**Activity**.
Would you retype the listing below word for word, without any of its pictures?

════════════════════

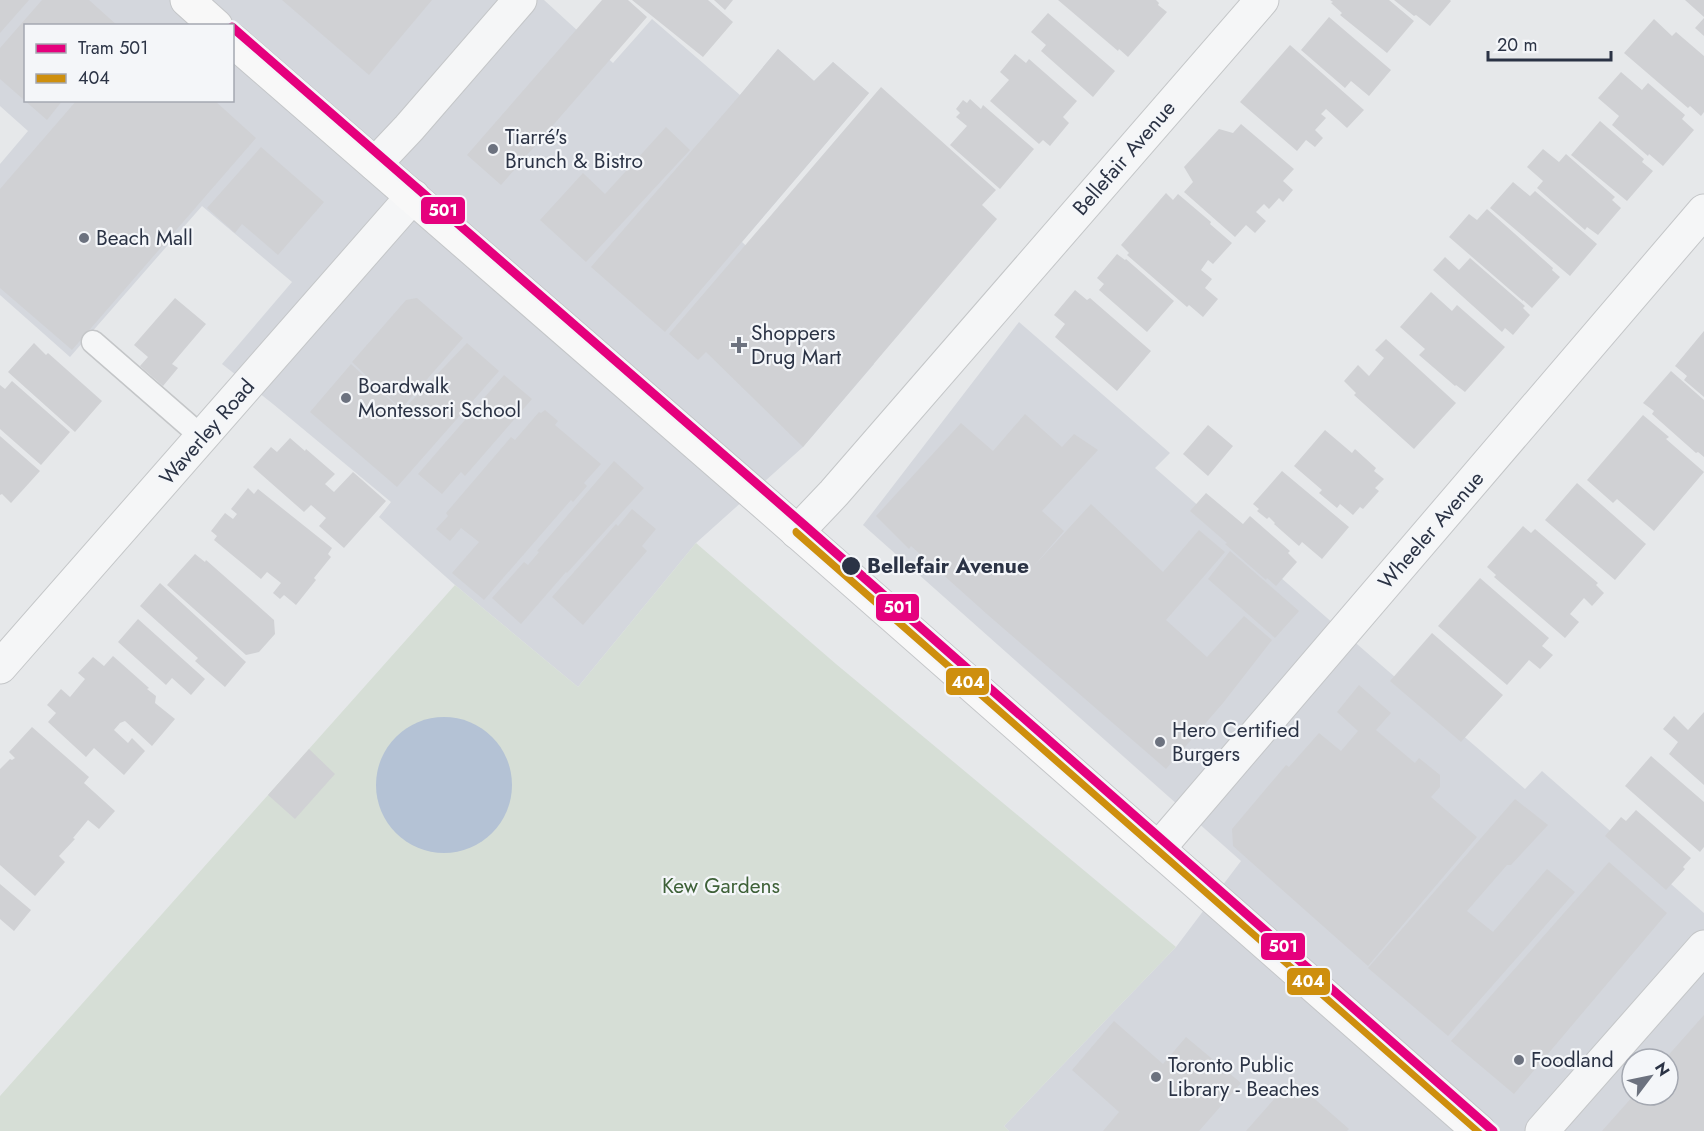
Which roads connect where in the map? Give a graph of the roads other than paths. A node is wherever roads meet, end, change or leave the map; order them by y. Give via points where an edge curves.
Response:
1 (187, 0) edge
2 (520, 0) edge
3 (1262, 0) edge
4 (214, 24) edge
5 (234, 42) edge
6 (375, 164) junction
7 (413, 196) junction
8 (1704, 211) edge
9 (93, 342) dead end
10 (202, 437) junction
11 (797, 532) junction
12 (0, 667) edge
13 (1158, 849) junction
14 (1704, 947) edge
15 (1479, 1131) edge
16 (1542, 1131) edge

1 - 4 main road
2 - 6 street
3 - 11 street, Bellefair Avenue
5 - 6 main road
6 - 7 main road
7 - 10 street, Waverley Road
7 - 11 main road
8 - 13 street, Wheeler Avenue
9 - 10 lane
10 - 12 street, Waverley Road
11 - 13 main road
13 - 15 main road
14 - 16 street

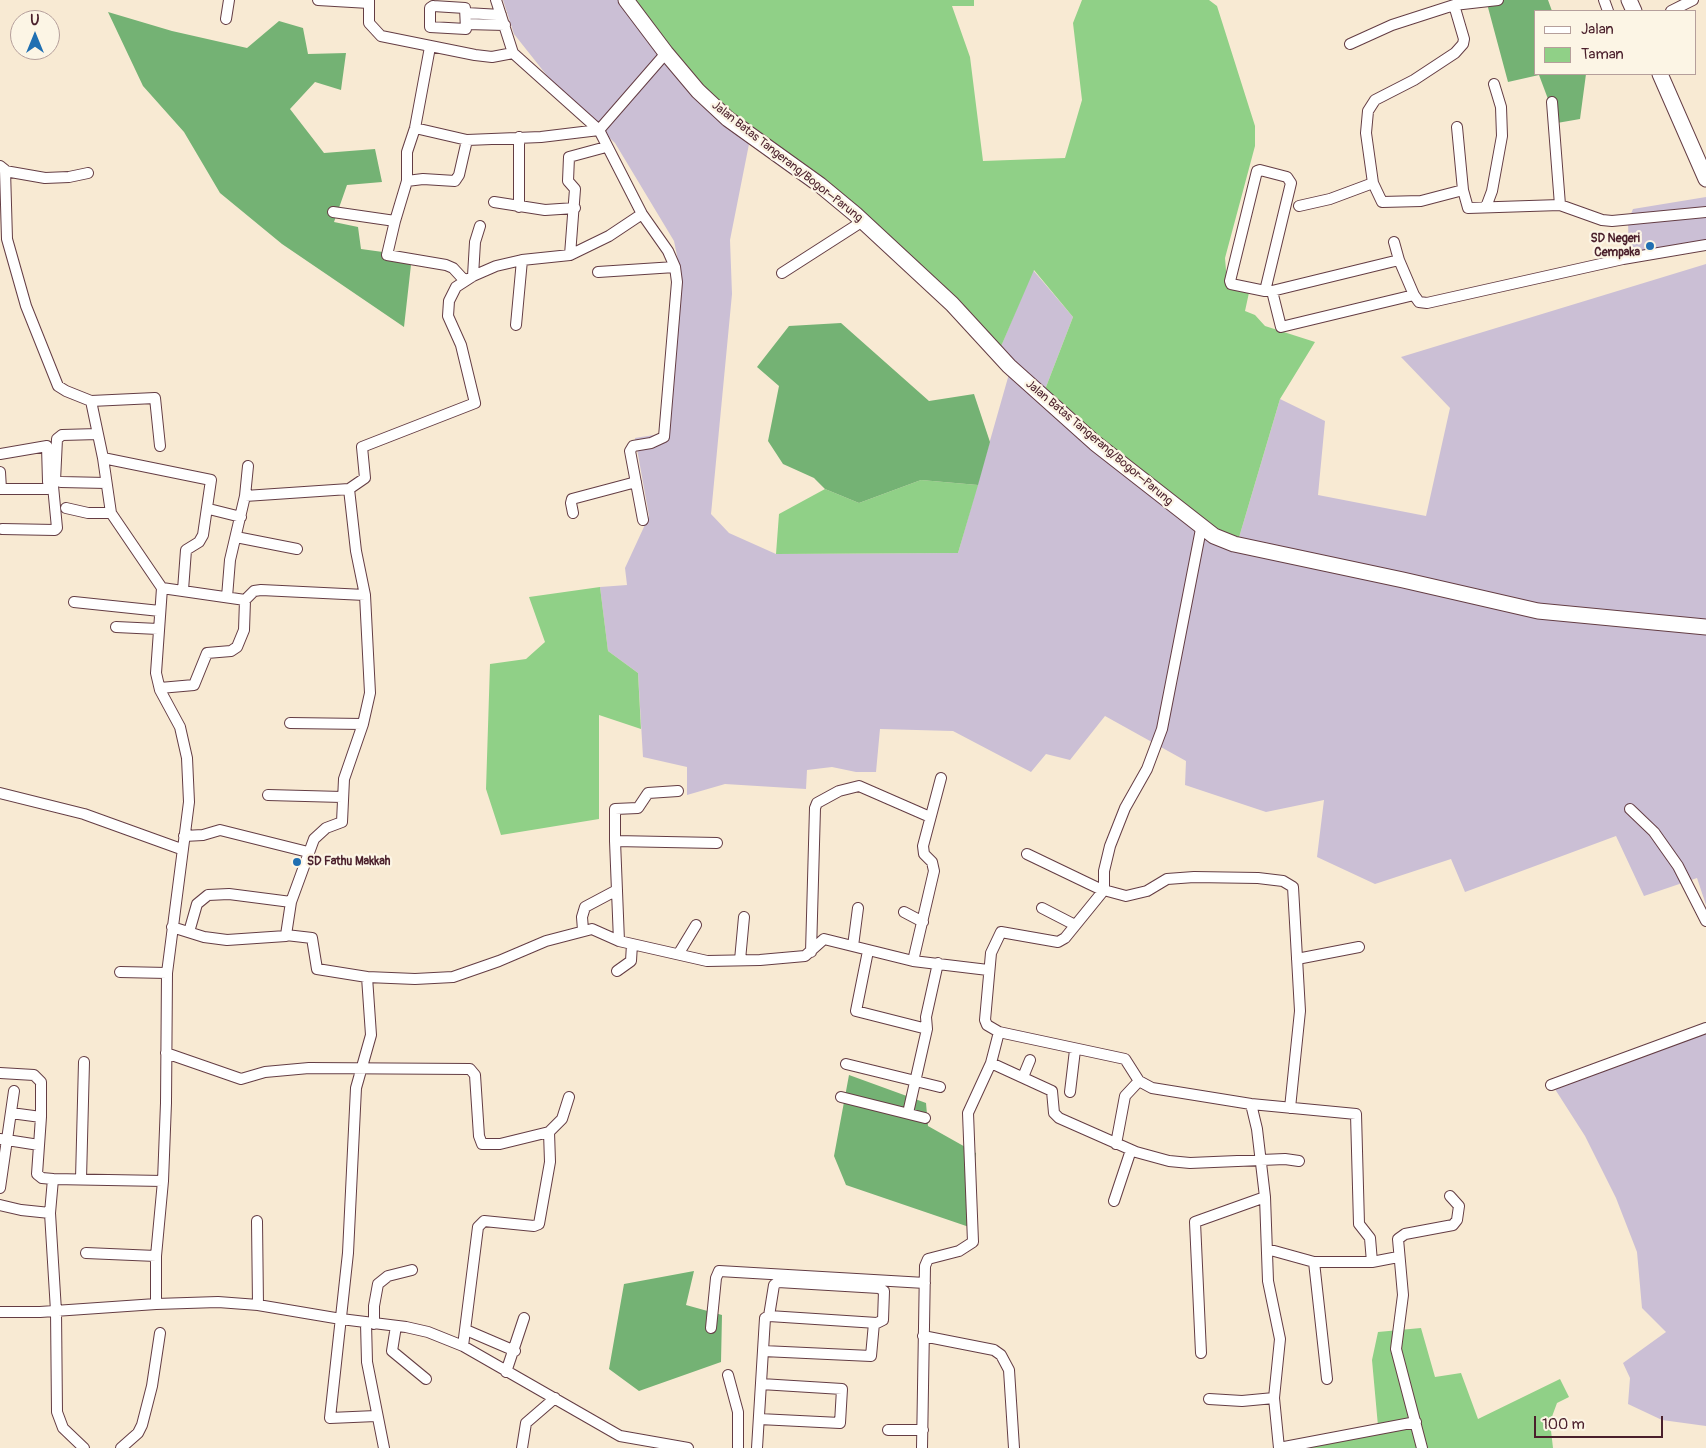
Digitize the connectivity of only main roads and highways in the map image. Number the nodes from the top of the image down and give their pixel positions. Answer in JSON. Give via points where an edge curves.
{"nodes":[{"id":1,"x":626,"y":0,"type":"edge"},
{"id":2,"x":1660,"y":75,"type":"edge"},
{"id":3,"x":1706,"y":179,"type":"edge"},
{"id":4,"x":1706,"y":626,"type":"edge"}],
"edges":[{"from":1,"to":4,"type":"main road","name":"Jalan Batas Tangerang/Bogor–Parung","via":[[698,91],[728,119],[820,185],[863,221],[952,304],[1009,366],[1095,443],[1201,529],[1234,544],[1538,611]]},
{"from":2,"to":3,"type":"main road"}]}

════════════════════

**Answer to the exercise**.
Which roads connect where in the map? Give a graph of the roads other than paths. A node is wherever roads meet, end, change or leave the map; order them by y. Give via points where an edge curves.
Response:
1 (187, 0) edge
2 (520, 0) edge
3 (1262, 0) edge
4 (214, 24) edge
5 (234, 42) edge
6 (375, 164) junction
7 (413, 196) junction
8 (1704, 211) edge
9 (93, 342) dead end
10 (202, 437) junction
11 (797, 532) junction
12 (0, 667) edge
13 (1158, 849) junction
14 (1704, 947) edge
15 (1479, 1131) edge
16 (1542, 1131) edge

1 - 4 main road
2 - 6 street
3 - 11 street, Bellefair Avenue
5 - 6 main road
6 - 7 main road
7 - 10 street, Waverley Road
7 - 11 main road
8 - 13 street, Wheeler Avenue
9 - 10 lane
10 - 12 street, Waverley Road
11 - 13 main road
13 - 15 main road
14 - 16 street

Digitize the connectivity of only main roads and highways in the map image. Number the nodes from the top of the image down and give their pixel positions. Answer in JSON. Give via points where an edge curves.
{"nodes":[{"id":1,"x":626,"y":0,"type":"edge"},
{"id":2,"x":1660,"y":75,"type":"edge"},
{"id":3,"x":1706,"y":179,"type":"edge"},
{"id":4,"x":1706,"y":626,"type":"edge"}],
"edges":[{"from":1,"to":4,"type":"main road","name":"Jalan Batas Tangerang/Bogor–Parung","via":[[698,91],[728,119],[820,185],[863,221],[952,304],[1009,366],[1095,443],[1201,529],[1234,544],[1538,611]]},
{"from":2,"to":3,"type":"main road"}]}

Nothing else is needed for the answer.